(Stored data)
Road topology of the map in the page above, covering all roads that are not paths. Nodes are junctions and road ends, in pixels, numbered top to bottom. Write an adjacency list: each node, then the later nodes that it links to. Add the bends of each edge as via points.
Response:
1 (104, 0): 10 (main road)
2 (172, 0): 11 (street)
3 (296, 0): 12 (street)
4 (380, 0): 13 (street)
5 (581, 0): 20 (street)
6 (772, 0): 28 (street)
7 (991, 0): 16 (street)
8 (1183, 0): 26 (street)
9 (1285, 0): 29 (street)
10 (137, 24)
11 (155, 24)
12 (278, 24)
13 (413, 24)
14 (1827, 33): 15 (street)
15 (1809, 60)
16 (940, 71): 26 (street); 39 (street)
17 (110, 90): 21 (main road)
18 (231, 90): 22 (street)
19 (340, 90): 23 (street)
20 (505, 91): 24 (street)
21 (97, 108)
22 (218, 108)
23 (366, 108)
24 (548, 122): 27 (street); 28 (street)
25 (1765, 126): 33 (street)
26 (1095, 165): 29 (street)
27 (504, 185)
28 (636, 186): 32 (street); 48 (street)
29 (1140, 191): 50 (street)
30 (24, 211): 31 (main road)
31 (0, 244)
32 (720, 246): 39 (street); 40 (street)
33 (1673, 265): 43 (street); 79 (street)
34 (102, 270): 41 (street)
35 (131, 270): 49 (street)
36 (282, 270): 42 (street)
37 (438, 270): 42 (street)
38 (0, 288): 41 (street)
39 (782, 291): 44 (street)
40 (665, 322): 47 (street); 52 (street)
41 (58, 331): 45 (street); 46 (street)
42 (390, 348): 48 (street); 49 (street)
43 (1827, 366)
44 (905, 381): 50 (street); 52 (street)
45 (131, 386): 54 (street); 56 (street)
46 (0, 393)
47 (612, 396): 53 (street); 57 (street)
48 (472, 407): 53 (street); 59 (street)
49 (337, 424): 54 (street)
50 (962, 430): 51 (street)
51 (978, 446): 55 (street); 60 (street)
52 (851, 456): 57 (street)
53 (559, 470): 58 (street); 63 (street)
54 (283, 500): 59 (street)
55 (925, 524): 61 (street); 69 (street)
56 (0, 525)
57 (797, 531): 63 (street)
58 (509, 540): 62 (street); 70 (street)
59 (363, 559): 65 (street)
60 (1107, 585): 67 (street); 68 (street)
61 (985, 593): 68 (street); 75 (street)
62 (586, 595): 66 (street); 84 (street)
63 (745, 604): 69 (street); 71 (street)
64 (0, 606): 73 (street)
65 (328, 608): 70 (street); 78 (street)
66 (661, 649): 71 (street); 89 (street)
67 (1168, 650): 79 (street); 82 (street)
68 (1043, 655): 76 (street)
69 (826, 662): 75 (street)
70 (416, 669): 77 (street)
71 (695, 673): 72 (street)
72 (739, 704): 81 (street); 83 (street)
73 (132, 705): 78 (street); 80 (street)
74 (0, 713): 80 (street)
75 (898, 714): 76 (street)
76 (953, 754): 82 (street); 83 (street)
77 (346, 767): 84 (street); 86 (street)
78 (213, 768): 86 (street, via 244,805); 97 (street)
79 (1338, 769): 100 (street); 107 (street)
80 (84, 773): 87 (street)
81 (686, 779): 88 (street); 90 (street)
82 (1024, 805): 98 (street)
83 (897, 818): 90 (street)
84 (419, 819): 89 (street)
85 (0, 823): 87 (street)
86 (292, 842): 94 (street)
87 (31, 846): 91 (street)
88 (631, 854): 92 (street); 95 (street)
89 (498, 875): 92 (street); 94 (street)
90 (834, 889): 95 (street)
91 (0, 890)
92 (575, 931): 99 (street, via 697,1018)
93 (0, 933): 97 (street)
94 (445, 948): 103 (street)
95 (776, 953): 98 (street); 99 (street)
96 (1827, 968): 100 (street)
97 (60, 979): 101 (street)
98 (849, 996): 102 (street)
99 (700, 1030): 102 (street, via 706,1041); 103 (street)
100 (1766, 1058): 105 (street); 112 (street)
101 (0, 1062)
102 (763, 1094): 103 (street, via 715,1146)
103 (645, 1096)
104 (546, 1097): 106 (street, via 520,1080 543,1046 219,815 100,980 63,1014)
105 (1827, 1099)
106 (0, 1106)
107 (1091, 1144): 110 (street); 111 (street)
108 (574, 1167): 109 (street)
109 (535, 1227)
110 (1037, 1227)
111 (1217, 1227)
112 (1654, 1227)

==

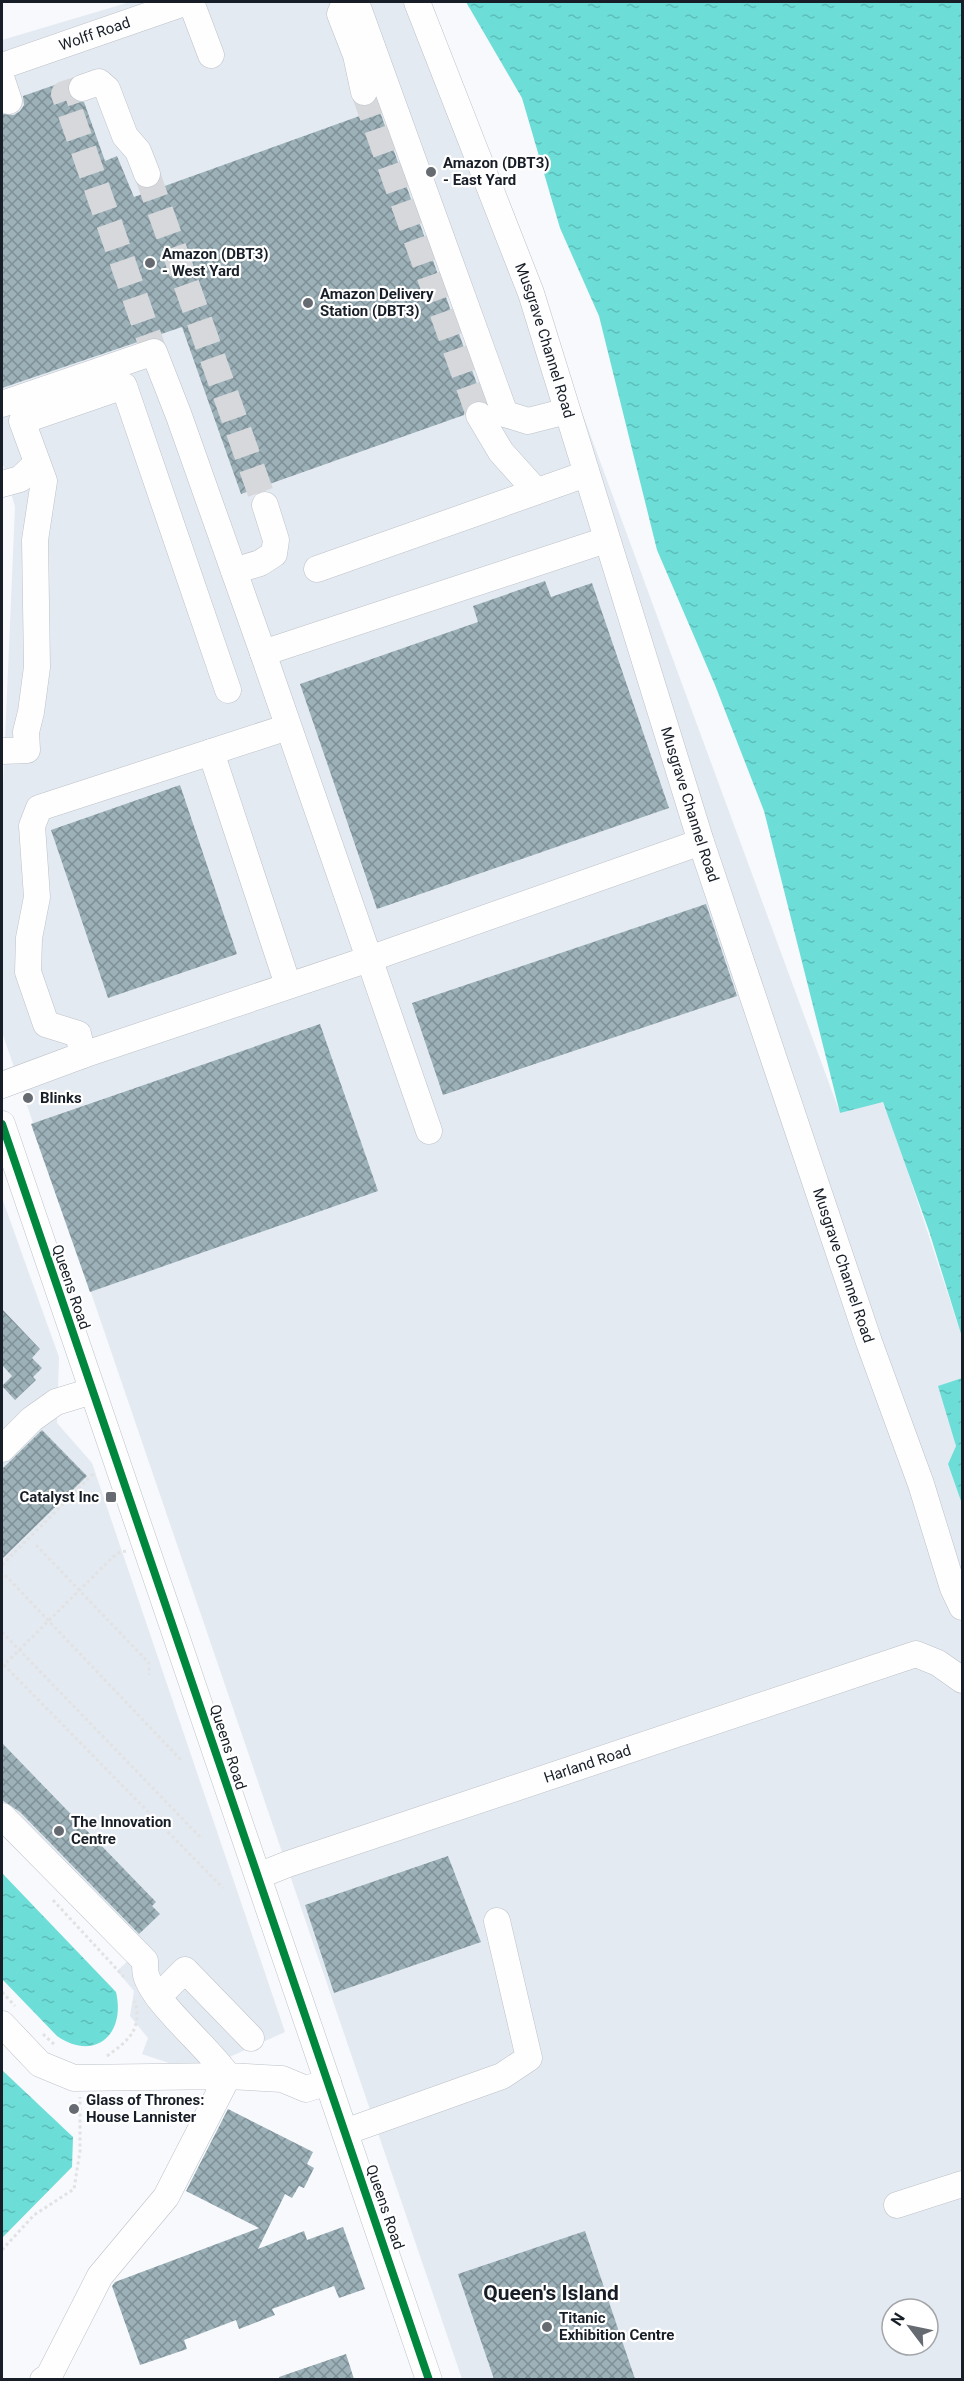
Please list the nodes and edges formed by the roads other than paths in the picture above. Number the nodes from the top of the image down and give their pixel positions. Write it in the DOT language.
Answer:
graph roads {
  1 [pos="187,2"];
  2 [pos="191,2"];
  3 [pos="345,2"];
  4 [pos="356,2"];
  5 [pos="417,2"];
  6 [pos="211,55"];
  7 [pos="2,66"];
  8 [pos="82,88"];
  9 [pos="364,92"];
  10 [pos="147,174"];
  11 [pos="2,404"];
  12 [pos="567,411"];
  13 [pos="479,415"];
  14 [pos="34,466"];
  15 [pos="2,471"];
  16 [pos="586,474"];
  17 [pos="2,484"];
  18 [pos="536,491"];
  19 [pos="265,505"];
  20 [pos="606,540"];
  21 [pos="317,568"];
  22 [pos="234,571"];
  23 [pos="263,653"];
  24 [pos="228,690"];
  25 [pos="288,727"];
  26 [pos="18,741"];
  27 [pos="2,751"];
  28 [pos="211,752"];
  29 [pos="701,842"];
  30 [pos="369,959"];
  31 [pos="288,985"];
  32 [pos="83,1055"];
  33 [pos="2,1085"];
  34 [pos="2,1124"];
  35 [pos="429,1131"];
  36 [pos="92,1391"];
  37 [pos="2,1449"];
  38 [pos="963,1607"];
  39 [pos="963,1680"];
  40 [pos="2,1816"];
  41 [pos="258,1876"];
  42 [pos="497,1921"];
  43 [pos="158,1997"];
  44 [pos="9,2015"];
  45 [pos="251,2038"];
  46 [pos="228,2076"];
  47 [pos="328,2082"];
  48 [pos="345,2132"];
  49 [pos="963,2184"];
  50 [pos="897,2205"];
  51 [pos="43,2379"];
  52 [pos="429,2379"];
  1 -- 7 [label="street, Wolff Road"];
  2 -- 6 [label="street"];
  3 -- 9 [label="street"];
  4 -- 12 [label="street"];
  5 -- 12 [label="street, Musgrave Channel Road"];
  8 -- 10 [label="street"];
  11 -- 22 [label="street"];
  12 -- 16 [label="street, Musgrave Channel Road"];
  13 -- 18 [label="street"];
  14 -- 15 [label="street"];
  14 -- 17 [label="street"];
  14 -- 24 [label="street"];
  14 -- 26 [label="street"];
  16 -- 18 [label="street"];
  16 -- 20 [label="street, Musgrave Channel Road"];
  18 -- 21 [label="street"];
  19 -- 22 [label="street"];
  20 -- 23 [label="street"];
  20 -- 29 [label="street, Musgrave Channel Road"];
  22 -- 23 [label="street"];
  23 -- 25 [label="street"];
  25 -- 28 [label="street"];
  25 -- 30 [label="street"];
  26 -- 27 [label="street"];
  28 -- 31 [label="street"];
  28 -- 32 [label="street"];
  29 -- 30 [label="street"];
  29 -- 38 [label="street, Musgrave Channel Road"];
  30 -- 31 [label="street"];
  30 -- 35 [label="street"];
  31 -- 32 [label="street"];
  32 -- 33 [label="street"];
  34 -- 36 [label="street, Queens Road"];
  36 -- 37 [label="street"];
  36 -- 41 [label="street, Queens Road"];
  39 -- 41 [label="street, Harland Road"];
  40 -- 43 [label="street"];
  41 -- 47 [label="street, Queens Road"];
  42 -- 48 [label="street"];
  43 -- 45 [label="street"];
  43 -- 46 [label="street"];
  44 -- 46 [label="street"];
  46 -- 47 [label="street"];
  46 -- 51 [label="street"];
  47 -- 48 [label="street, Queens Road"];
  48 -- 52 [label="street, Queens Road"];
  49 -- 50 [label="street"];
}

What is required:
Return only the count of lines in the records that hold the word "Queens".

Expected output:
5